If you buy a "second" mortgage and the "first" mortgage forecloses, your investment can be wiped out completely.
Buying and selling notes is the ultimate "passive" real estate play. You have no tenants, no toilets, and no termites. You simply own the debt. However, it requires a high "financial IQ" to navigate the legalities of the paperwork and the nuances of the discount. buy and sell notes
If a borrower files for Chapter 13, a judge could potentially "cram down" the interest rate or terms of your note.
In physical real estate, you check the roof. In notes, you check the . The borrower has stopped paying
You must ensure there is a clear, legal paper trail from the original lender to the current seller. If the "allonge" (the endorsement) is missing, you may not legally own the debt.

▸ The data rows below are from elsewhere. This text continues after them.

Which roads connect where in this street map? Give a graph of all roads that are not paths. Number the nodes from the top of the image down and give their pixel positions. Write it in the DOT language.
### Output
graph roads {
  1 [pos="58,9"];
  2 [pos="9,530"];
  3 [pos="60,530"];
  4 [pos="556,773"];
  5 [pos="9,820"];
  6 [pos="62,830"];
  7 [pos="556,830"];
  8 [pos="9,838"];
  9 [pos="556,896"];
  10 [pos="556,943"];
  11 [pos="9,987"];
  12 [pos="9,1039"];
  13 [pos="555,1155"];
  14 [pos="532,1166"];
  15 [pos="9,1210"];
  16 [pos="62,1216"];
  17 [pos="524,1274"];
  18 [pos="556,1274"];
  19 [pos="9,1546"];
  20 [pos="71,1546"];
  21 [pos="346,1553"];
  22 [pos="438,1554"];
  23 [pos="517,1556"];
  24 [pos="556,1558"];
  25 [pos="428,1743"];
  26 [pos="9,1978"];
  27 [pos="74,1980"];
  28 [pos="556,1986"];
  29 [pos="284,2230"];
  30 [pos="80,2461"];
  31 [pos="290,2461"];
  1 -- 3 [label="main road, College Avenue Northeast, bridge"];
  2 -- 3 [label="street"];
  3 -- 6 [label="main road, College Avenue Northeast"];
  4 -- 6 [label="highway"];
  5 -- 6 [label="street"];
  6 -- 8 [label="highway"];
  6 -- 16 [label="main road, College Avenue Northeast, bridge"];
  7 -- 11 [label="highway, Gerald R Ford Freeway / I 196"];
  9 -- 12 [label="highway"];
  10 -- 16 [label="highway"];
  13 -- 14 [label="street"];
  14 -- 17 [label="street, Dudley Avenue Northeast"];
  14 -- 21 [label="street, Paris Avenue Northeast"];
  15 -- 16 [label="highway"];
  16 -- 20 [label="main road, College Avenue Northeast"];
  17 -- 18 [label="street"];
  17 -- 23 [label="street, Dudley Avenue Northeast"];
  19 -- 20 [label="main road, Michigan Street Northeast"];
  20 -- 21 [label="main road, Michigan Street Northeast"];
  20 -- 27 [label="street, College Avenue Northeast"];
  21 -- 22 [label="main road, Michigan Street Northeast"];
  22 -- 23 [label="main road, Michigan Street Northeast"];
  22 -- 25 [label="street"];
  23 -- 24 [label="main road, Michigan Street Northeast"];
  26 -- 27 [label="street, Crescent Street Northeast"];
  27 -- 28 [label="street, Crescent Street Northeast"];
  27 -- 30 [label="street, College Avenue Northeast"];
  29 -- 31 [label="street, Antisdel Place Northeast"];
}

For performing notes, "seasoning" (a history of 12+ months of on-time payments) is gold. 5. Why Sell a Note? You have no tenants, no toilets, and no termites
Buying and selling "notes"—specifically real estate mortgage notes—is the "invisible" side of property investing. While most people focus on the physical structure, note investors focus on the . When you buy a note, you aren’t buying a house; you are buying a legal promise to pay, effectively stepping into the shoes of the bank.